MANIAC – review

            Can I just say right now that watching a movie this gnarly and sleazy in 4K is SO WEIRD! I am not really reviewing this as a sort of home release thing, but the film has never looked better. It’s still grimy, there’s tons of film grain, but it’s bright, it’s clear, and man does the blood pop.

Sorta like a head being shot with a shotgun.

HEY, don’t look at me, it’s in the movie.

It’s a packed disc set though, with a lot of extras and more love than you’d imagine a film like this would ever find but for fans of the film it’s as good as you’re apt to find.

On to the film.

            MANIAC is the story of a deeply damaged man named Frank Zito who stalks and kills women in New York City as a way to lash out at what we assume was an abusive and neglectful mother.

The film is notorious for its blood and gore and the misogyny of the main character but for me it’s the chilling portrayal of Frank by actor Joe Spinell that sets the film apart from so many other films of the same ilk. Let’s face it, nasty, mean spirited horror/thrillers that offer a very violent and grim look at women is nothing new. Welcome to Hollywood, kid. The thing though is that those movies usually eschew character and depth to ladle on the blood and assault. They lean into the lurid details and sleaze where, with MANIAC, that’s there, to be sure (as well as the most ridiculous song in a horror film – Show a Little Shooooooulderrrrr!) but this is about Frank. This is about a madman, a maniac, and the highlight of the film is really the chilling portrayal by Spinell. The closest approximation I can think of offhand is that of Michael Rooker in HENRY. Both are nasty, depressing movies about hollow man-boys who cannot connect with women, so they brutalize them.

Shiver.

The story here is a bit thin – just following Frank as he hunts and kills, and then tries to connect with a woman who had taken a photo of him but who he seems to also be genuinely attracted to – but it’s the journey into madness that holds our attention. And this is not just an excuse to show women being abused but takes the journey with Frank all the way to the bitter, depressing ending, despite a last-minute shock. For people like Frank there is no happy ending. There is only riding that rail until you finally run out of track and then careening down into darkness.

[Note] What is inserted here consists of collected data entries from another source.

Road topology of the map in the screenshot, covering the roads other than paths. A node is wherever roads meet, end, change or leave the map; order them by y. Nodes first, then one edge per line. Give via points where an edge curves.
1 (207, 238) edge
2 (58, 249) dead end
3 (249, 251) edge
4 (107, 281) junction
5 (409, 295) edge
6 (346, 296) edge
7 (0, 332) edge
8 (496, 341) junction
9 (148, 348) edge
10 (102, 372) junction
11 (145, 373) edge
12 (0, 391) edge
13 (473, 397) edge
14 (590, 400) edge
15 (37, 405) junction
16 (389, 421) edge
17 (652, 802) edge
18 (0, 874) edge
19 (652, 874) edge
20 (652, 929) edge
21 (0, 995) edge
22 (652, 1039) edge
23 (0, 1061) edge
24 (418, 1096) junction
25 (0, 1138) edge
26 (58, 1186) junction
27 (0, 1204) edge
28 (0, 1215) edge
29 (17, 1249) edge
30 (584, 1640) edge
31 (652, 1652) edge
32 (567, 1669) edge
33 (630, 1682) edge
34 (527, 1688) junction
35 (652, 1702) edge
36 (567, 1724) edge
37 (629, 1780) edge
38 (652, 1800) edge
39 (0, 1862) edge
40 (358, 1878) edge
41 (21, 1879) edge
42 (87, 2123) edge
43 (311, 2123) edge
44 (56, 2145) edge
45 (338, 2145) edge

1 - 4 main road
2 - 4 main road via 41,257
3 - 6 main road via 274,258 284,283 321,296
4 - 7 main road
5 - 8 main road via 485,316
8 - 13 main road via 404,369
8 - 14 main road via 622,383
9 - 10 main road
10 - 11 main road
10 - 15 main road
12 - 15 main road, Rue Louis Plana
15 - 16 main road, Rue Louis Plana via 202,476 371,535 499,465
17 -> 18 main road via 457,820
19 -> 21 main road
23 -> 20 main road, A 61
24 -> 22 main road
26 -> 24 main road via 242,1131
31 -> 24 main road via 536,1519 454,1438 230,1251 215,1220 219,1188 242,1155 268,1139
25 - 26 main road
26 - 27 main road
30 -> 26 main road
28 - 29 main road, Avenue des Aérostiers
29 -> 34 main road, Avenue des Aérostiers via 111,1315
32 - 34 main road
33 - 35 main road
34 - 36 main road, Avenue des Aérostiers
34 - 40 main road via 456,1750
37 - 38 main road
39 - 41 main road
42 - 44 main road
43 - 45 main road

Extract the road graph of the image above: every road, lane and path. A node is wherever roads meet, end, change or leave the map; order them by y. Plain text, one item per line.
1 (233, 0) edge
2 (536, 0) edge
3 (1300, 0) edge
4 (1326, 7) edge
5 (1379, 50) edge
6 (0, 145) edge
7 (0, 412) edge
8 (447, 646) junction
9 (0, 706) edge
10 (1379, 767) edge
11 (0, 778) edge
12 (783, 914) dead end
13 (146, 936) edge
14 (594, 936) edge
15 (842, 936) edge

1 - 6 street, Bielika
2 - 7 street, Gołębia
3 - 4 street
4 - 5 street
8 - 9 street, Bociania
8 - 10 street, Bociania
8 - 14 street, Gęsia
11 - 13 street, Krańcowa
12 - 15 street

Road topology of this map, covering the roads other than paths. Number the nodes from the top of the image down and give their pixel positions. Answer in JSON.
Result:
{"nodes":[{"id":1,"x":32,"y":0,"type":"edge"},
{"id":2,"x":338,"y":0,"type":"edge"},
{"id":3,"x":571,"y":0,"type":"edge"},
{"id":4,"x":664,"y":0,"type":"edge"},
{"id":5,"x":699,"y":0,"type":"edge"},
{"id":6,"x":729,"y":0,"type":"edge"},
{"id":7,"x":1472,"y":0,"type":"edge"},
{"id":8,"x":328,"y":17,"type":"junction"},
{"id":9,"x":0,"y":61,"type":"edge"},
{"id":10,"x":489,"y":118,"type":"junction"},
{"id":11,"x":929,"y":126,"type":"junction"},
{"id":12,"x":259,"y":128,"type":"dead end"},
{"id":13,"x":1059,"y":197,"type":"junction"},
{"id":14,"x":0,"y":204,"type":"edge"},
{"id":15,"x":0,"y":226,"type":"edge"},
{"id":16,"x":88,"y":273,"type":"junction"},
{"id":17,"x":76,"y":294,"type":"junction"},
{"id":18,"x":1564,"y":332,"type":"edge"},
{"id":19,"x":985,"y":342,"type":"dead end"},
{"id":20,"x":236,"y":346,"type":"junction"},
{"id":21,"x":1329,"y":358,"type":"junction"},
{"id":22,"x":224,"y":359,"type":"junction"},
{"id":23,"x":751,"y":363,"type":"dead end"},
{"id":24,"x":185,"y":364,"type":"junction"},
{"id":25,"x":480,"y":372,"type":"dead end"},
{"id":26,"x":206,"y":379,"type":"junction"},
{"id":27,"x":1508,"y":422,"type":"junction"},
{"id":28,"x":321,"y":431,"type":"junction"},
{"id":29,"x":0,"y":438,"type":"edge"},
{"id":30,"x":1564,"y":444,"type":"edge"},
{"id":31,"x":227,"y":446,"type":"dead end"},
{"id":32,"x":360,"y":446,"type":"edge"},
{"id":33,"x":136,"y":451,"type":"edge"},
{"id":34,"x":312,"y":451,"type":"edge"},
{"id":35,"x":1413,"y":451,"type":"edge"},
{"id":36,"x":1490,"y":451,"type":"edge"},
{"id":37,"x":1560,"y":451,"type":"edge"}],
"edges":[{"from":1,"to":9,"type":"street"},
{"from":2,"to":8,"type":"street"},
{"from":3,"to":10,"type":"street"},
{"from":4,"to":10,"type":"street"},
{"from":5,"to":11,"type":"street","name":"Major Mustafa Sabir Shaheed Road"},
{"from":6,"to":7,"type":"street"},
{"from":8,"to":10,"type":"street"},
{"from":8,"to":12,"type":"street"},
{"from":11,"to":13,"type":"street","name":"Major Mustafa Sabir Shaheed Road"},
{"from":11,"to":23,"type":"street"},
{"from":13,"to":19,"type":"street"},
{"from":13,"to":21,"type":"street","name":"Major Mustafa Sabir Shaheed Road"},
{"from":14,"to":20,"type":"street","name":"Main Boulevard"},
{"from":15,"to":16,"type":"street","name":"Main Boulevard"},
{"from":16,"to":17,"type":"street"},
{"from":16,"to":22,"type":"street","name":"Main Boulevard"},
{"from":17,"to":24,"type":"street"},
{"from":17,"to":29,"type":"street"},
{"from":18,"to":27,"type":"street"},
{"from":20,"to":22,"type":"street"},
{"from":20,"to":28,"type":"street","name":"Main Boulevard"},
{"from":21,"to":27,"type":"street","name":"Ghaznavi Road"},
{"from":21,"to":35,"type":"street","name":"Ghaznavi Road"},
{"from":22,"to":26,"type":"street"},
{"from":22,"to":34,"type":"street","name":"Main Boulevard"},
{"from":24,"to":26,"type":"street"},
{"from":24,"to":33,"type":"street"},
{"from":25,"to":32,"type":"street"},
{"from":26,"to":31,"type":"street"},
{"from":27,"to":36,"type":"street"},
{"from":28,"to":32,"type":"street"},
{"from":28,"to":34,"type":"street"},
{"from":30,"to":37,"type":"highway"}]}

            The creepy thing about watching this film through the lens of today is how Frank and TAXI DRIVER’s Travis are prototype incels – angry men who cannot deal with the bubbling, raging emotions they find within themselves and can’t connect to people, especially women. They feel owed a world that isn’t there. They feel owed affection that isn’t offered. Where Travis turns his violence towards men who are ‘keeping’ women, Frank does it to women who he believes give their love too freely. We don’t get a deep look at Travis’ past, but you can sense that there’s a reason he has become what he is, a human weapon, a gun waiting to go off. With Frank you get much more of an idea of where he went wrong. Both men though are dark stars, devouring all that is around them until they finally implode.

The scary part is that those men exist and are all around us.

            MANIAC is not a movie for everyone. In any sort of way. It’s a dark, mean, nasty movie and isn’t one you tend to pull out for grins. This is a good movie. Well made, luridly shot, and absolutely bleak but captivating. It’s rare to see a movie like this that focuses not on the sleaze but on the perpetrator. It cares about him. It wants YOU to care about him. Even if you are repulsed you are still heartbroken for this man-child.

It’s not a perfect movie – like I said, the story is wafer thin and they never really cared to dig deeper – but it’s still as powerful and chilling today as it was when it came out.

Enter at your own risk, but it’s a heck of a show.